The substitute sky was a radial
gradient that used blues from a second shot. I drew a diagonal for
the gradient from the lower right to the upper left.


One suggestion I received was
to insert sky from another image. The problem was the sky reflection
in the water. The colors for the sky needed to be similar to the
colors for the water. Using a radial gradient composed from the
sky colors reflected in the water would be a better match.

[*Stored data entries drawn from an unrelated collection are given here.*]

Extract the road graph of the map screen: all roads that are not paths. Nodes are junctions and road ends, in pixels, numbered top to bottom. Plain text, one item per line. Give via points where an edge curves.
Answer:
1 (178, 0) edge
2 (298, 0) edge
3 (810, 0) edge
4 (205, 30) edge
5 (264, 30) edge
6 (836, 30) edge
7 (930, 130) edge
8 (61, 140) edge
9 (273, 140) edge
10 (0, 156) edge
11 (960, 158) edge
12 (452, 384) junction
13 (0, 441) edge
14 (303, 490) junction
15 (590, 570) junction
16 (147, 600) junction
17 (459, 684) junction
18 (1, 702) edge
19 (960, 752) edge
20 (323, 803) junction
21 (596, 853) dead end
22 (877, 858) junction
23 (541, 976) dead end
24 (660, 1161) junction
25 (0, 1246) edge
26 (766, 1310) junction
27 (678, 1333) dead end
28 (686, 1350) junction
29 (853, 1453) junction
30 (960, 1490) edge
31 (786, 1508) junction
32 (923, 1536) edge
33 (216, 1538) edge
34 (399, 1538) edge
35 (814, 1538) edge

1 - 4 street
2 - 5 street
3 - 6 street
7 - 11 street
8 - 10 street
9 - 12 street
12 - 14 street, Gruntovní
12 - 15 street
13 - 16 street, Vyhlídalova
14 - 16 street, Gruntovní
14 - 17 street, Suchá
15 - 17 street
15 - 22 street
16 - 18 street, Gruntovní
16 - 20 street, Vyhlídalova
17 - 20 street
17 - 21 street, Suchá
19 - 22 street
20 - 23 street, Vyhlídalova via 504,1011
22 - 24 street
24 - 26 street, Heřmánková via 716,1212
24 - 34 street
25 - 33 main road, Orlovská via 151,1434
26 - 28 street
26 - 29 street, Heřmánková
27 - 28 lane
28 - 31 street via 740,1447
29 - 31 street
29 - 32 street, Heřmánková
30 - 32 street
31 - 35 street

What remained was to sharpen
the image and brighten the colors. The colors were a bit muted.
I used my TLR
Sharpening Toolkit to sharpen the image. I used USM with a luminosity
mask and relatively aggressive settings (Amount = 175, Radius =
1.5, Tolerance = 0). I applied a second round of USM on a new duplicate
layer (alt-ctrl-shift-n-e) with last week's tip on Localized Contrast
Enhancement (Amount = 20, Radius = 50, Tolerance = 0). That took
care of sharpening.
I added "pop" to the
colors with a Hue/Saturation adjustment layer. Saturation for Reds,
Greens, and Yellows were boosted +15.
All that was left was a few
finishing touches . . .

Fred Miranda says "Photography
is painting with light." I agree. Sometimes an image has too
much dynamic range for film or even for digital capture. With a
digital darkroom, we can add the sky that our creative eye sees
when we snap the shot!
Enjoy!!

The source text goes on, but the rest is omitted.